= Jean Harris (activist) =

American activist (1944–2011)

Jean Harris (October 24, 1944 – June 25, 2011), born Kathie Jean Shafer, was an American Democratic and LGBT rights activist.

Harris was raised in Long Beach, California. She married John Lee Harris on July 1, 1966, and went on to have two daughters. During this time, she earned a degree from California State University, Long Beach. After her divorce in 1976, Harris came out and moved to Santa Cruz, California before returning to San Francisco in the mid-1980s. She then undertook post-graduate work at San Francisco State University.

A longtime force in San Francisco politics, Harris served as chief of staff to former San Francisco Supervisor Harry Britt, who was appointed to the board in 1978 following the assassination of Supervisor Harvey Milk. Harris was heavily involved in both LGBT and democratic politics and lived the view that exercising the right to vote in democracy constituted the fundamental power to create political progressive change in the United States. As such, Harris's campaigns emphasized grass roots organizing and "get out the vote" strategies.
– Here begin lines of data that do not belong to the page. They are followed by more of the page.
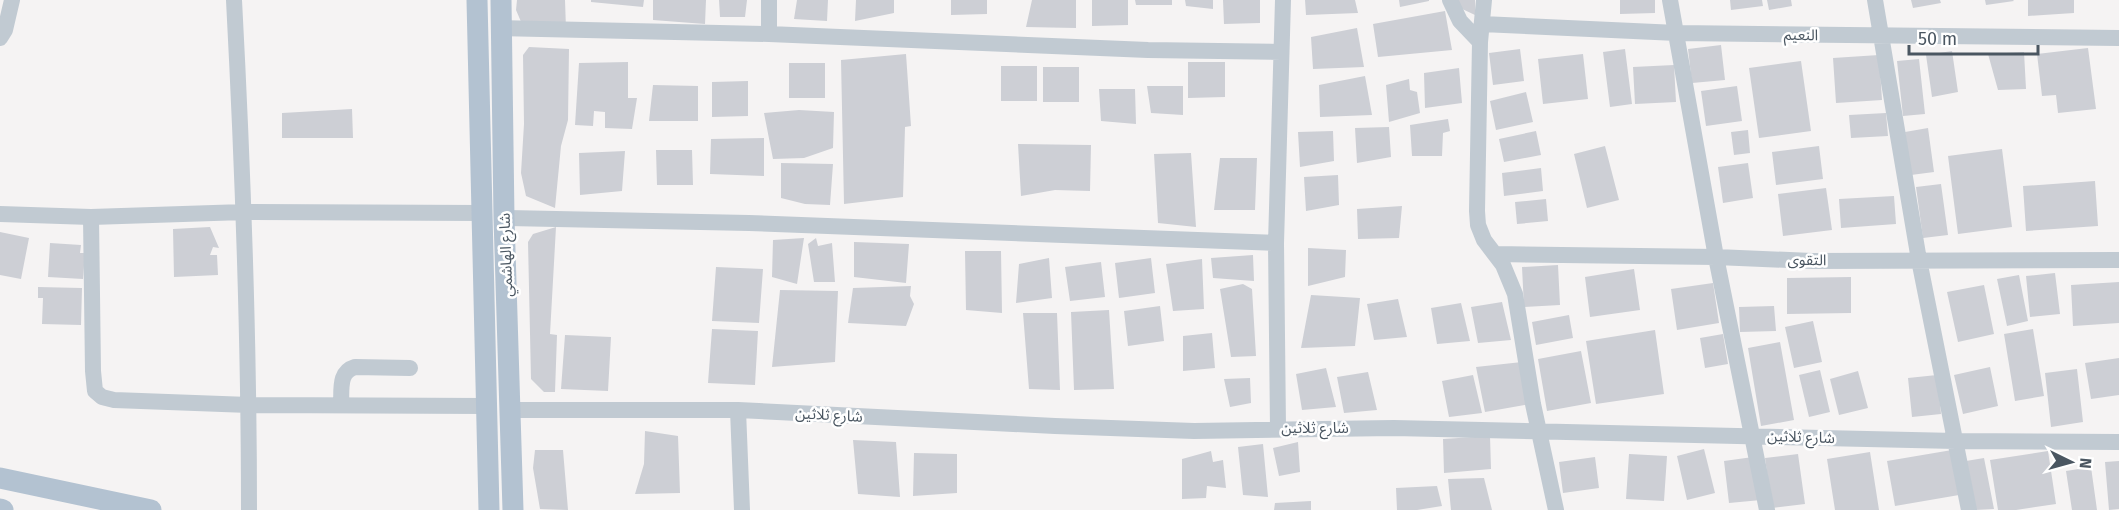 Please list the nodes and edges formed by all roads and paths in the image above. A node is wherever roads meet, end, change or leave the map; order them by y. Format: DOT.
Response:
graph roads {
  1 [pos="12,0"];
  2 [pos="234,0"];
  3 [pos="477,0"];
  4 [pos="501,0"];
  5 [pos="769,0"];
  6 [pos="1283,0"];
  7 [pos="1450,0"];
  8 [pos="1484,0"];
  9 [pos="1670,0"];
  10 [pos="1875,0"];
  11 [pos="1482,24"];
  12 [pos="501,28"];
  13 [pos="1677,33"];
  14 [pos="769,34"];
  15 [pos="1882,36"];
  16 [pos="0,38"];
  17 [pos="2119,38"];
  18 [pos="1480,42"];
  19 [pos="1281,52"];
  20 [pos="244,213"];
  21 [pos="481,213"];
  22 [pos="0,214"];
  23 [pos="91,217"];
  24 [pos="504,218"];
  25 [pos="1276,243"];
  26 [pos="1496,254"];
  27 [pos="1716,257"];
  28 [pos="1919,260"];
  29 [pos="2119,260"];
  30 [pos="410,368"];
  31 [pos="249,405"];
  32 [pos="341,405"];
  33 [pos="485,406"];
  34 [pos="511,410"];
  35 [pos="738,410"];
  36 [pos="1278,428"];
  37 [pos="1539,432"];
  38 [pos="1752,435"];
  39 [pos="1956,441"];
  40 [pos="2119,442"];
  41 [pos="0,478"];
  42 [pos="488,505"];
  43 [pos="514,508"];
  44 [pos="151,510"];
  45 [pos="249,510"];
  46 [pos="742,510"];
  47 [pos="1556,510"];
  48 [pos="1767,510"];
  49 [pos="1969,510"];
  1 -- 16 [label="street"];
  2 -- 20 [label="street"];
  3 -- 21 [label="main road, شارع الهاشمي"];
  4 -- 12 [label="main road, شارع الهاشمي"];
  5 -- 14 [label="street"];
  6 -- 19 [label="street"];
  7 -- 18 [label="street"];
  8 -- 11 [label="street"];
  9 -- 13 [label="street"];
  10 -- 15 [label="street"];
  11 -- 13 [label="street, النعيم"];
  11 -- 18 [label="street"];
  12 -- 14 [label="street"];
  12 -- 24 [label="main road, شارع الهاشمي"];
  13 -- 15 [label="street, النعيم"];
  13 -- 27 [label="street"];
  14 -- 19 [label="street"];
  15 -- 17 [label="street, النعيم"];
  15 -- 28 [label="street"];
  18 -- 26 [label="street"];
  19 -- 25 [label="street"];
  20 -- 21 [label="street"];
  20 -- 23 [label="street"];
  20 -- 31 [label="street"];
  21 -- 33 [label="main road, شارع الهاشمي"];
  22 -- 23 [label="street"];
  23 -- 31 [label="street"];
  24 -- 25 [label="street"];
  24 -- 34 [label="main road, شارع الهاشمي"];
  25 -- 36 [label="street"];
  26 -- 27 [label="street, التقوى"];
  26 -- 37 [label="street"];
  27 -- 28 [label="street, التقوى"];
  27 -- 38 [label="street"];
  28 -- 29 [label="street, التقوى"];
  28 -- 39 [label="street"];
  30 -- 32 [label="street"];
  31 -- 32 [label="street"];
  31 -- 45 [label="street"];
  32 -- 33 [label="street"];
  33 -- 42 [label="main road, شارع الهاشمي"];
  34 -- 35 [label="street, شارع ثلاثين"];
  34 -- 43 [label="main road, شارع الهاشمي"];
  35 -- 36 [label="street, شارع ثلاثين"];
  35 -- 46 [label="street"];
  36 -- 37 [label="street, شارع ثلاثين"];
  37 -- 38 [label="street, شارع ثلاثين"];
  37 -- 47 [label="street"];
  38 -- 39 [label="street, شارع ثلاثين"];
  38 -- 48 [label="street"];
  39 -- 40 [label="street, شارع ثلاثين"];
  39 -- 49 [label="street"];
  41 -- 44 [label="main road"];
} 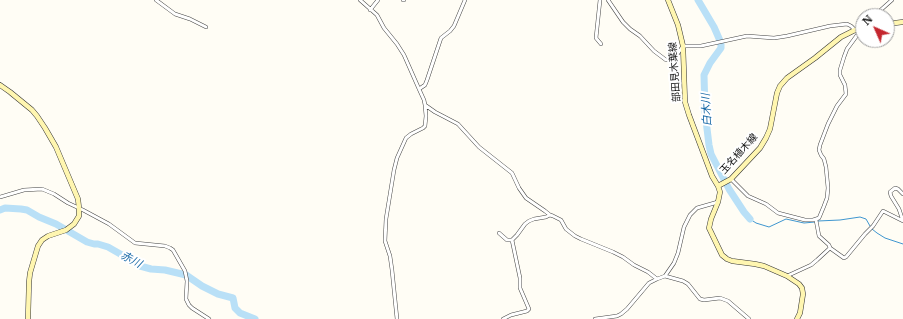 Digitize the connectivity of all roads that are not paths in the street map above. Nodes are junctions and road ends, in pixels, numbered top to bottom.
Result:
1 (156, 0) edge
2 (360, 0) edge
3 (378, 0) edge
4 (465, 0) edge
5 (600, 0) edge
6 (608, 0) edge
7 (668, 0) edge
8 (892, 0) edge
9 (883, 8) edge
10 (370, 10) junction
11 (206, 27) dead end
12 (855, 28) edge
13 (855, 31) edge
14 (855, 38) edge
15 (601, 44) dead end
16 (683, 46) junction
17 (0, 85) edge
18 (420, 89) junction
19 (424, 105) junction
20 (730, 180) junction
21 (718, 186) junction
22 (903, 194) edge
23 (0, 197) edge
24 (718, 202) junction
25 (79, 208) junction
26 (550, 215) junction
27 (816, 220) junction
28 (499, 233) dead end
29 (512, 240) junction
30 (830, 248) junction
31 (665, 276) junction
32 (787, 276) junction
33 (657, 279) junction
34 (28, 319) edge
35 (209, 319) edge
36 (398, 319) edge
37 (503, 319) edge
38 (595, 319) edge
39 (749, 319) edge
40 (797, 319) edge

1 - 11 street
2 - 10 street
3 - 10 street
4 - 18 street
5 - 15 street
6 - 16 street
7 - 16 main road, 部田見木葉線
8 - 9 street
10 - 18 street
12 - 16 street
13 - 20 main road, 玉名植木線
14 - 27 street
16 - 21 main road, 部田見木葉線
17 - 25 main road
18 - 19 street
19 - 26 street
19 - 36 street
20 - 21 main road, 玉名植木線
20 - 27 street
21 - 24 main road, 玉名植木線
22 - 30 street
23 - 25 street
24 - 31 street
24 - 32 main road, 玉名植木線
25 - 34 main road
25 - 35 street
26 - 29 street
26 - 33 street
27 - 30 street
28 - 29 street
29 - 37 street
30 - 32 street
31 - 33 street
31 - 39 street
32 - 40 main road, 玉名植木線
33 - 38 street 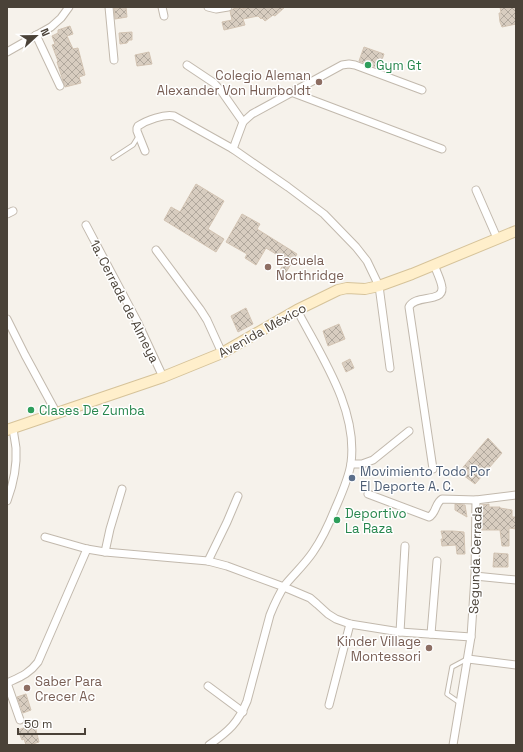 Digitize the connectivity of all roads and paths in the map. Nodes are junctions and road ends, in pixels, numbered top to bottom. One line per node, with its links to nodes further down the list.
1 (69, 7): 7 (street)
2 (109, 7): 9 (street)
3 (162, 7): 6 (street)
4 (208, 7): 5 (street)
5 (228, 7)
6 (164, 16)
7 (36, 35): 8 (street); 11 (street)
8 (7, 52)
9 (114, 60)
10 (187, 65): 14 (street)
11 (60, 86)
12 (422, 90): 13 (street)
13 (291, 92): 14 (street); 17 (street)
14 (243, 122): 16 (street)
15 (139, 136): 16 (street); 18 (street); 19 (lane)
16 (233, 149): 26 (street)
17 (442, 149)
18 (145, 151)
19 (113, 158)
20 (476, 190): 23 (street)
21 (86, 225): 31 (street, 1a. Cerrada de Almeya)
22 (516, 231): 23 (main road, Avenida México)
23 (497, 238): 25 (main road, Avenida México)
24 (156, 250): 29 (street)
25 (434, 264): 26 (main road, Avenida México); 36 (street)
26 (379, 286): 27 (main road, Avenida México); 30 (street)
27 (297, 310): 29 (main road, Avenida México); 35 (street)
28 (7, 319): 32 (street)
29 (222, 353): 31 (main road, Avenida México)
30 (390, 368)
31 (163, 377): 32 (main road, Avenida México)
32 (57, 414): 33 (main road, Avenida México)
33 (10, 430): 42 (street)
34 (409, 431): 35 (street)
35 (351, 464): 51 (street)
36 (433, 469)
37 (122, 489): 46 (street)
38 (368, 494): 41 (street)
39 (516, 495): 41 (street, Segunda Cerrada)
40 (238, 496): 47 (street)
41 (476, 500): 49 (street, Segunda Cerrada)
42 (7, 501)
43 (45, 537): 45 (street)
44 (405, 546): 53 (street)
45 (87, 549): 46 (street); 58 (street)
46 (105, 552): 47 (street)
47 (208, 561): 51 (street)
48 (437, 561): 54 (street)
49 (475, 576): 50 (street); 55 (street, Segunda Cerrada)
50 (516, 580)
51 (284, 586): 52 (street); 62 (street)
52 (350, 624): 53 (street); 61 (street)
53 (400, 632): 54 (street)
54 (431, 634): 55 (street)
55 (471, 637): 56 (street, Segunda Cerrada)
56 (468, 659): 57 (street); 60 (street, Segunda Cerrada); 60 (lane)
57 (516, 665)
58 (7, 683): 63 (street)
59 (208, 686): 62 (street)
60 (460, 703): 65 (street, Segunda Cerrada)
61 (329, 705)
62 (243, 712): 64 (street)
63 (20, 720)
64 (209, 745)
65 (453, 745) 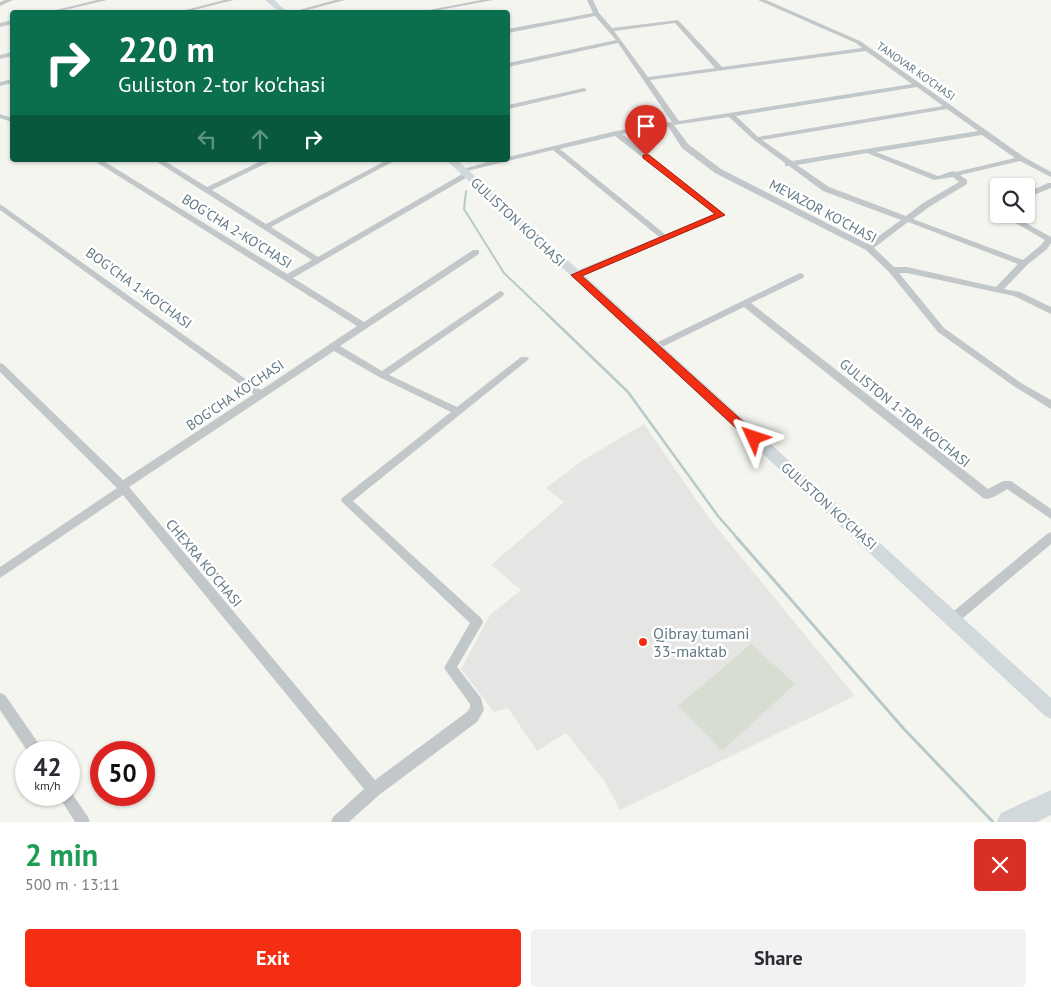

Along with campaign co-chair Melinda Paras, Jean led the first successful campaign for lesbian and gay domestic partnership rights in the United States. The ballot measure, which was known as Proposition K, passed in 1990. A recall campaign was also opposed by Harris and soundly rejected the next year. With legal help from prominent LGBT attorney Matt Coles, Harris and Paras purposefully structured domestic partnership to mirror the legal responsibilities for marriage in order to demonstrate that there was no difference between the institution of marriage and domestic partnership other than a separate but equal limitation. Jean also served as the chair of the California Democratic Party's Lesbian and Gay Caucus and as the president of the Harvey Milk Lesbian, Gay, Bisexual, Transgender Democratic Club. She then went on to the post of deputy mayor under Frank Jordan when he took office in 1992 and subsequently served as the deputy director of the San Francisco Health Department.

Harris was heavily involved in LGBT causes, including strategizing the campaigns of numerous LGBT California candidates (including Carole Migden) and serving as the founding director of Basic Rights Oregon. In that position she helped organize the defeat of a 2000 ballot initiative that would have barred schools from "'encouraging, promoting or sanctioning' homosexual or bisexual behaviors". Following her time in Oregon, Harris returned to California and created CAPE, the California Alliance for Pride and Equality, today known as Equality California and became its executive director. During her tenure she worked to secure passage of a 2001 law to secure for same-sex domestic partners many of the rights formerly reserved to married couples.

Harris campaigned for Howard Dean during his unsuccessful 2004 bid for the Democratic presidential nomination.

Harris died at her home in Palm Springs, California on June 25, 2011.